◆ Collected data ◆
------------

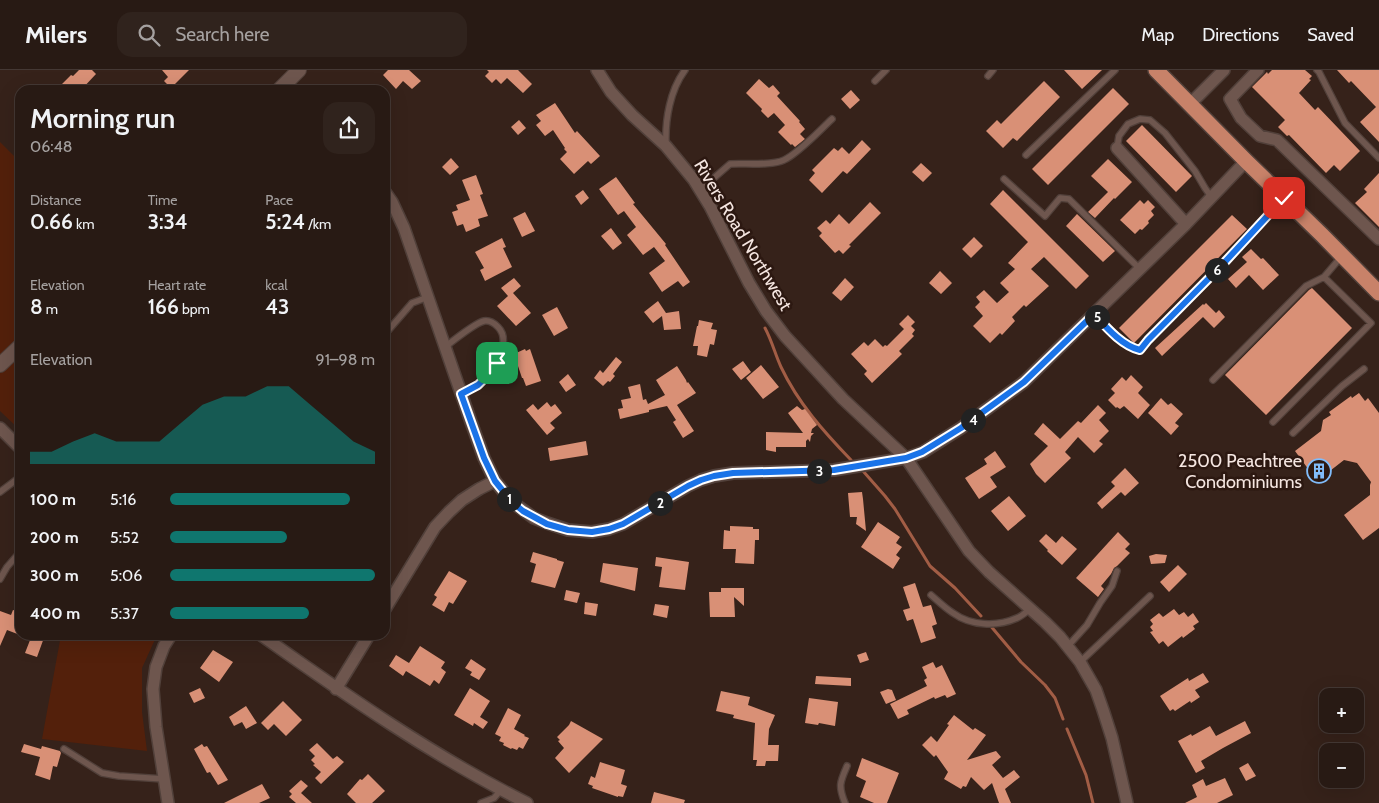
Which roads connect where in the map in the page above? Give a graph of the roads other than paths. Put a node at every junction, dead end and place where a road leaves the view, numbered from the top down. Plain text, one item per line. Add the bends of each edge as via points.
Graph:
1 (299, 70) edge
2 (598, 70) edge
3 (685, 70) edge
4 (886, 70) edge
5 (992, 70) edge
6 (1115, 70) edge
7 (1156, 70) edge
8 (1224, 70) edge
9 (1258, 70) edge
10 (1317, 70) edge
11 (988, 76) dead end
12 (875, 81) dead end
13 (284, 85) edge
14 (1190, 104) junction
15 (832, 119) dead end
16 (666, 146) junction
17 (1118, 148) joint
18 (1026, 156) dead end
19 (1379, 158) edge
20 (1246, 162) junction
21 (1004, 179) dead end
22 (700, 190) junction
23 (1212, 198) junction
24 (1284, 198) junction
25 (390, 203) edge
26 (1186, 224) junction
27 (1379, 239) edge
28 (1343, 256) junction
29 (1140, 270) junction
30 (1324, 276) junction
31 (1379, 293) edge
32 (428, 297) junction
33 (1094, 314) junction
34 (390, 328) edge
35 (445, 347) junction
36 (15, 351) edge
37 (0, 365) edge
38 (1364, 369) dead end
39 (1213, 380) dead end
40 (461, 394) junction
41 (1273, 422) dead end
42 (0, 428) edge
43 (1293, 433) dead end
44 (15, 443) edge
45 (906, 458) junction
46 (15, 481) edge
47 (495, 481) junction
48 (0, 492) edge
49 (15, 558) edge
50 (1117, 571) dead end
51 (0, 579) edge
52 (931, 595) dead end
53 (1150, 596) dead end
54 (390, 602) edge
55 (1030, 608) junction
56 (168, 640) edge
57 (268, 640) edge
58 (366, 640) edge
59 (1068, 646) junction
60 (1080, 662) junction
61 (336, 689) junction
62 (64, 749) dead end
63 (847, 766) dead end
64 (164, 779) junction
65 (502, 790) junction
66 (168, 803) edge
67 (482, 803) edge
68 (527, 803) edge
69 (845, 803) edge
70 (1127, 803) edge

1 - 13 street
2 - 16 street, Rivers Road Northwest via 611,92
3 - 16 lane via 671,100
4 - 12 lane
5 - 11 lane
6 - 18 lane
7 - 14 highway
8 - 14 street
9 - 27 street via 1230,99 1241,118 1260,136 1277,140
10 - 19 lane via 1345,123
14 - 20 highway
15 - 22 lane via 784,161 730,164
16 - 22 street, Rivers Road Northwest
17 - 23 lane via 1119,136 1128,124 1140,119 1150,120 1165,133
17 - 26 street
20 - 23 street
20 - 24 highway
21 - 29 lane via 1045,216 1060,198 1069,199
22 - 45 street, Rivers Road Northwest via 749,283 785,336 843,399
23 - 26 street
24 - 28 highway
24 - 33 lane via 1140,350 1132,349
25 - 32 street via 404,228
26 - 29 street
28 - 30 lane
28 - 31 highway
29 - 33 street
30 - 39 lane via 1306,286
30 - 41 lane via 1371,323
32 - 34 lane via 412,303
32 - 35 street
33 - 45 street via 1024,382 961,428
35 - 40 street
35 - 40 lane via 484,321 492,322 501,330 503,347 497,363 478,385
36 - 37 street
38 - 43 lane
40 - 47 street
42 - 44 street
45 - 47 street via 834,470 714,476 688,486 623,524 592,532 568,530 534,518 512,502
45 - 55 street, Rivers Road Northwest via 969,551
46 - 48 lane
47 - 54 street via 462,500 435,528
49 - 51 lane
50 - 59 lane via 1112,586 1087,625
52 - 55 lane via 953,614 980,624 1004,623 1019,618
53 - 60 lane
55 - 59 street, Rivers Road Northwest
56 - 64 street via 156,667 153,689
57 - 61 street
58 - 61 street
59 - 60 street, Rivers Road Northwest
60 - 70 street, Rivers Road Northwest via 1103,710
61 - 65 street via 403,733
62 - 64 lane via 102,773
63 - 69 lane via 840,790
64 - 66 street
65 - 67 lane
65 - 68 street

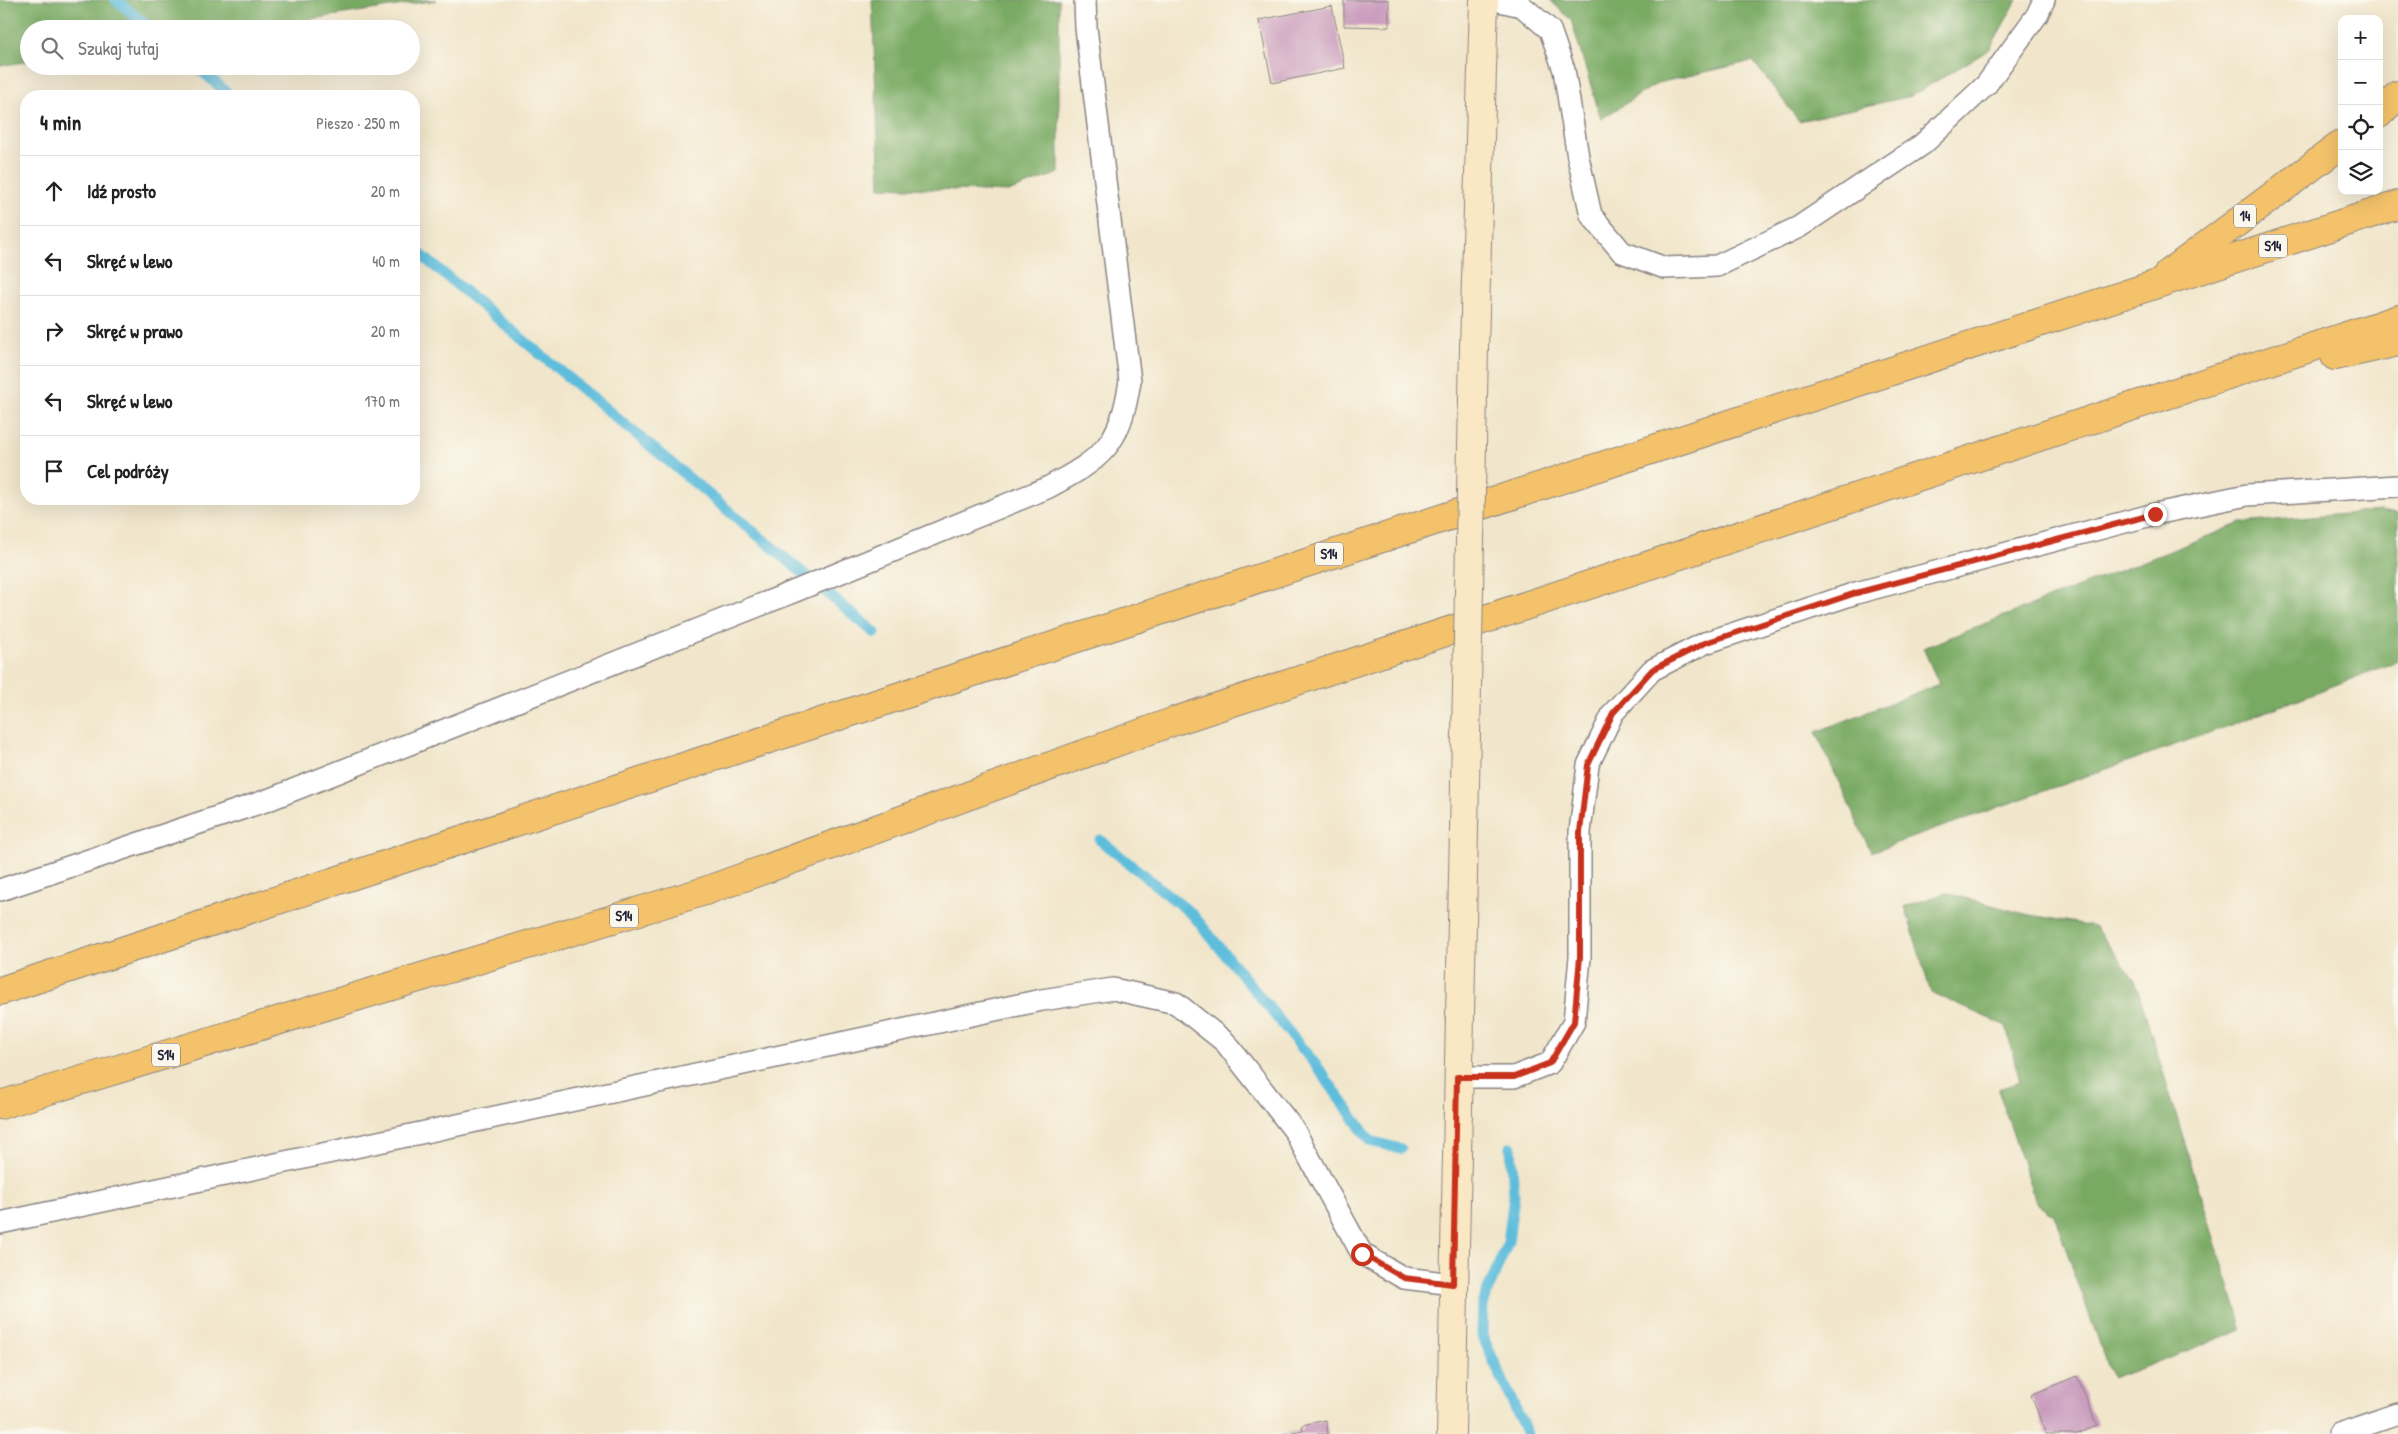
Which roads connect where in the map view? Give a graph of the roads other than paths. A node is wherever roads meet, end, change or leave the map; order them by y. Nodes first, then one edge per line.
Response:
1 (1085, 0) edge
2 (1484, 0) edge
3 (1495, 0) edge
4 (2044, 0) edge
5 (2398, 95) edge
6 (2383, 110) edge
7 (2338, 147) edge
8 (2398, 205) edge
9 (2148, 288) junction
10 (2398, 318) edge
11 (2398, 342) edge
12 (2179, 389) junction
13 (2398, 486) edge
14 (0, 890) edge
15 (0, 991) edge
16 (1457, 1077) junction
17 (0, 1105) edge
18 (0, 1223) edge
19 (1453, 1284) junction
20 (2398, 1414) edge
21 (1451, 1434) edge
22 (2339, 1434) edge

1 - 14 lane
2 - 16 street, bridge
3 - 4 lane
5 - 6 highway
7 - 9 highway, 14
8 - 9 highway, S14
9 - 15 highway, S14
10 - 12 highway, S14
11 - 12 highway
12 - 17 highway, S14
13 - 16 lane
16 - 19 street
18 - 19 lane
19 - 21 street
20 - 22 lane

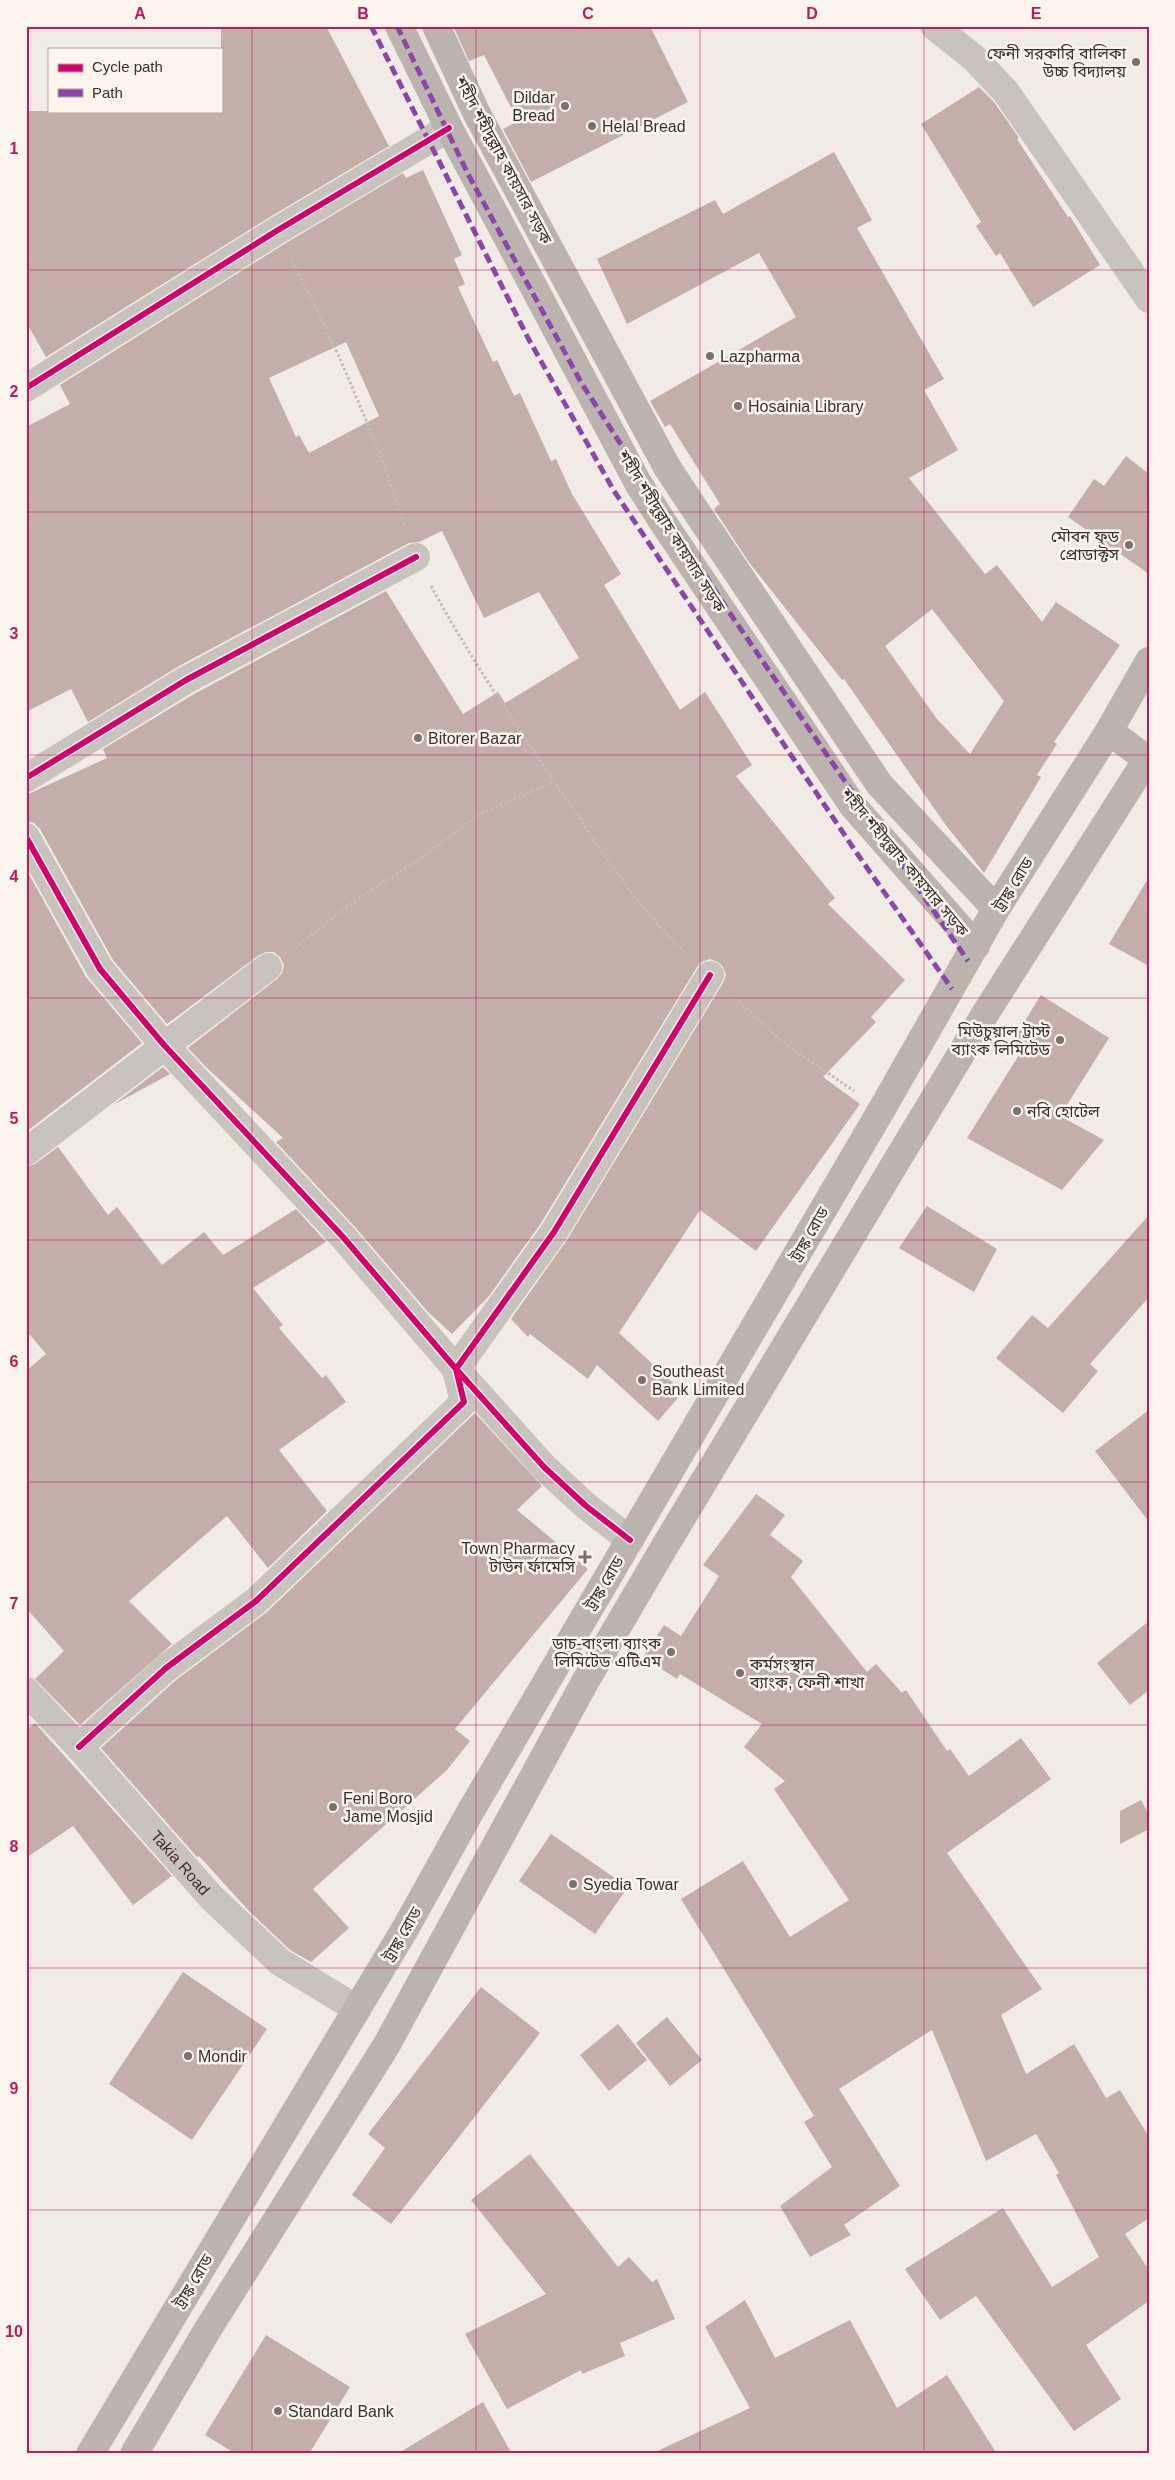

------------

Exactly the lines from the one holding "Which roads connect where in the map view?" to the last line of the records above should be duplicated, with no pictures among them.

◆ Result for this exercise ◆
Which roads connect where in the map view? Give a graph of the roads other than paths. A node is wherever roads meet, end, change or leave the map; order them by y. Nodes first, then one edge per line.
Response:
1 (1085, 0) edge
2 (1484, 0) edge
3 (1495, 0) edge
4 (2044, 0) edge
5 (2398, 95) edge
6 (2383, 110) edge
7 (2338, 147) edge
8 (2398, 205) edge
9 (2148, 288) junction
10 (2398, 318) edge
11 (2398, 342) edge
12 (2179, 389) junction
13 (2398, 486) edge
14 (0, 890) edge
15 (0, 991) edge
16 (1457, 1077) junction
17 (0, 1105) edge
18 (0, 1223) edge
19 (1453, 1284) junction
20 (2398, 1414) edge
21 (1451, 1434) edge
22 (2339, 1434) edge

1 - 14 lane
2 - 16 street, bridge
3 - 4 lane
5 - 6 highway
7 - 9 highway, 14
8 - 9 highway, S14
9 - 15 highway, S14
10 - 12 highway, S14
11 - 12 highway
12 - 17 highway, S14
13 - 16 lane
16 - 19 street
18 - 19 lane
19 - 21 street
20 - 22 lane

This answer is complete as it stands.